- [Saved data entries]
'''
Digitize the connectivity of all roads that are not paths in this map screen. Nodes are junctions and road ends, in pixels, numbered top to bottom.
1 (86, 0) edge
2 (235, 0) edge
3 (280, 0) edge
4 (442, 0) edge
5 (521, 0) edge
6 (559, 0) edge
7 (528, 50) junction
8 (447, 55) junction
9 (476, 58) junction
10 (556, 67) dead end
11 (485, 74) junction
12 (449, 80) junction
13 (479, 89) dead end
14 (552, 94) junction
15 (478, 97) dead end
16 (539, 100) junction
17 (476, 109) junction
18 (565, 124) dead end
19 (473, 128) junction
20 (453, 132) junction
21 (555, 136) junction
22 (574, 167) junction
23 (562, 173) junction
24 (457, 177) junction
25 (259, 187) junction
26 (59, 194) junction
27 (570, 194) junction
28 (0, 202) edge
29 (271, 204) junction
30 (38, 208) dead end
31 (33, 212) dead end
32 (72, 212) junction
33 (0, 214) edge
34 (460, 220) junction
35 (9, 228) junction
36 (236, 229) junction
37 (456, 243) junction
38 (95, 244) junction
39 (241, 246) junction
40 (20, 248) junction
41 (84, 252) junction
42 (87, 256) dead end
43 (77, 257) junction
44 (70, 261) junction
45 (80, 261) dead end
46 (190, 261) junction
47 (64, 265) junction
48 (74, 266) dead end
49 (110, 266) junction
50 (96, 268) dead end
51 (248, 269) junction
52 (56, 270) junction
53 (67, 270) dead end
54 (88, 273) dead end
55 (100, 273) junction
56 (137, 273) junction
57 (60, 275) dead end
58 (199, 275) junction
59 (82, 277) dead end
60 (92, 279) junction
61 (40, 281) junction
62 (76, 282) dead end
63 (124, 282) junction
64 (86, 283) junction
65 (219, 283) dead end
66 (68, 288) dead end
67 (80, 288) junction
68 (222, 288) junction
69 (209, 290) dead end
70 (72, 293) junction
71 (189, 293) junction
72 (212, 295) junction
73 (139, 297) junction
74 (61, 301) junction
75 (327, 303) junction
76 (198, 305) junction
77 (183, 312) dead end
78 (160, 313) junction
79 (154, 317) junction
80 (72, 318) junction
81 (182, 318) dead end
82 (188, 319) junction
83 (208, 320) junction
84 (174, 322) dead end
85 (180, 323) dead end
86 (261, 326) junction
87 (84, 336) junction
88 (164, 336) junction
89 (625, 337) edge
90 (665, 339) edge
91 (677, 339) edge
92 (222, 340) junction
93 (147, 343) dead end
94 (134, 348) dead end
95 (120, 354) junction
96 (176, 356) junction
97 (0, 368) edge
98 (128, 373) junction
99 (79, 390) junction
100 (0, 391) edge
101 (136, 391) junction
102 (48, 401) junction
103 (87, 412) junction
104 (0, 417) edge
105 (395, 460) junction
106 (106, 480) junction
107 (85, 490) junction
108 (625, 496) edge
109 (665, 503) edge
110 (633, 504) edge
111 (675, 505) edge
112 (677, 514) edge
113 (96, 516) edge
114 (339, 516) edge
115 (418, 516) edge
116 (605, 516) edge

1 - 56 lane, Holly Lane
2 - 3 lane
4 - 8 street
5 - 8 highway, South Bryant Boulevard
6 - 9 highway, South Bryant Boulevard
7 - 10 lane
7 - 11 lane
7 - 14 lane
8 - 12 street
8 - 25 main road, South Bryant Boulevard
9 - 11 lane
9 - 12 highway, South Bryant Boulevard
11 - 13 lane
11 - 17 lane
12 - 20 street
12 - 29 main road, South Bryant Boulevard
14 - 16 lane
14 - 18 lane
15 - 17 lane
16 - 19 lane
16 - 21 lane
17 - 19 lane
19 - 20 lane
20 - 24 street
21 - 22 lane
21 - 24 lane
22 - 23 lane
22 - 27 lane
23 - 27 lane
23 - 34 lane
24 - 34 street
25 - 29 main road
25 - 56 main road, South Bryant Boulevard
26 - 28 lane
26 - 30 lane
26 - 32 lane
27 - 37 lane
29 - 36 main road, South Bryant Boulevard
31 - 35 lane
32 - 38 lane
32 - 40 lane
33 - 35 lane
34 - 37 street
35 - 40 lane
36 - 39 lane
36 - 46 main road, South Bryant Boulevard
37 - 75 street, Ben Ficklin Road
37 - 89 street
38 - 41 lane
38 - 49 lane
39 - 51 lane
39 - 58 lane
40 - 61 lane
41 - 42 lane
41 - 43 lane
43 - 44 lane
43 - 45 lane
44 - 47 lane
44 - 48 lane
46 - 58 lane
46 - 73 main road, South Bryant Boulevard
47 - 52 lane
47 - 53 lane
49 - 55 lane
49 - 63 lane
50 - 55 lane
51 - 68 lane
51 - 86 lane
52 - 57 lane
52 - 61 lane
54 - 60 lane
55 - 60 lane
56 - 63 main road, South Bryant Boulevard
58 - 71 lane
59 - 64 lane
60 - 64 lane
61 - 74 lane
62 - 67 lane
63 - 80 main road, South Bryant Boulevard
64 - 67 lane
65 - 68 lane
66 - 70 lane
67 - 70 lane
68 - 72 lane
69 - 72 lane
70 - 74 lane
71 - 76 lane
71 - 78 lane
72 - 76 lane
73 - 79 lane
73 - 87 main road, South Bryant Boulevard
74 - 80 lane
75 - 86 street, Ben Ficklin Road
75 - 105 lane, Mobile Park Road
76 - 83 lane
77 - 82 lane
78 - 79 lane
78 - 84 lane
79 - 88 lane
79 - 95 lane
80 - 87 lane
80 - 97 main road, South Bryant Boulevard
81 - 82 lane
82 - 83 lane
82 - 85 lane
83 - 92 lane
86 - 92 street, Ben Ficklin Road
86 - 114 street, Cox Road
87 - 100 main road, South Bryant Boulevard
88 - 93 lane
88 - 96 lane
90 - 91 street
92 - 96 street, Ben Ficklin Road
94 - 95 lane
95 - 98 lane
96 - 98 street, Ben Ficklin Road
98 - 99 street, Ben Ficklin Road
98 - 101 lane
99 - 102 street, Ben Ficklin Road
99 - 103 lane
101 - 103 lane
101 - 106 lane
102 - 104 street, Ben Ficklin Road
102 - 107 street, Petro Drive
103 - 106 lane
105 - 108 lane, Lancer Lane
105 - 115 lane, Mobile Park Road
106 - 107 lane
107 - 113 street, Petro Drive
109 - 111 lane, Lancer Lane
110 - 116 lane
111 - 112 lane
'''
- [Your instructions]
The records are given above. Copy each line in them that holds "Park".

- [Solution for this problem]
75 - 105 lane, Mobile Park Road
105 - 115 lane, Mobile Park Road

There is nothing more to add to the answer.